┌─ Source material

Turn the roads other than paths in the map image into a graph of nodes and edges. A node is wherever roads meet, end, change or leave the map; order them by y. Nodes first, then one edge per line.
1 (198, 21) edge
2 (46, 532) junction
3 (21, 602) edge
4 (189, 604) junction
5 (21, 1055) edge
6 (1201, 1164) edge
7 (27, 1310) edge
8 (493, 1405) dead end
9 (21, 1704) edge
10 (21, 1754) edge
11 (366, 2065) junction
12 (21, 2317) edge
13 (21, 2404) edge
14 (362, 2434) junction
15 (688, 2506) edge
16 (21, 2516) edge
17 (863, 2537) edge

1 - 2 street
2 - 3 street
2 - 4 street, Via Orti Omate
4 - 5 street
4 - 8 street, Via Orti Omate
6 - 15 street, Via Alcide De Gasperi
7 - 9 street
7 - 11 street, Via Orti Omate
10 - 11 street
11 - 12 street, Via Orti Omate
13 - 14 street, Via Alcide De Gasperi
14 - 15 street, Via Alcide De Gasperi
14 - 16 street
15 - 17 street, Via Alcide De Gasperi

└─

The task: Set the entries above down again, each one exactly as written.

Written reply:
Turn the roads other than paths in the map image into a graph of nodes and edges. A node is wherever roads meet, end, change or leave the map; order them by y. Nodes first, then one edge per line.
1 (198, 21) edge
2 (46, 532) junction
3 (21, 602) edge
4 (189, 604) junction
5 (21, 1055) edge
6 (1201, 1164) edge
7 (27, 1310) edge
8 (493, 1405) dead end
9 (21, 1704) edge
10 (21, 1754) edge
11 (366, 2065) junction
12 (21, 2317) edge
13 (21, 2404) edge
14 (362, 2434) junction
15 (688, 2506) edge
16 (21, 2516) edge
17 (863, 2537) edge

1 - 2 street
2 - 3 street
2 - 4 street, Via Orti Omate
4 - 5 street
4 - 8 street, Via Orti Omate
6 - 15 street, Via Alcide De Gasperi
7 - 9 street
7 - 11 street, Via Orti Omate
10 - 11 street
11 - 12 street, Via Orti Omate
13 - 14 street, Via Alcide De Gasperi
14 - 15 street, Via Alcide De Gasperi
14 - 16 street
15 - 17 street, Via Alcide De Gasperi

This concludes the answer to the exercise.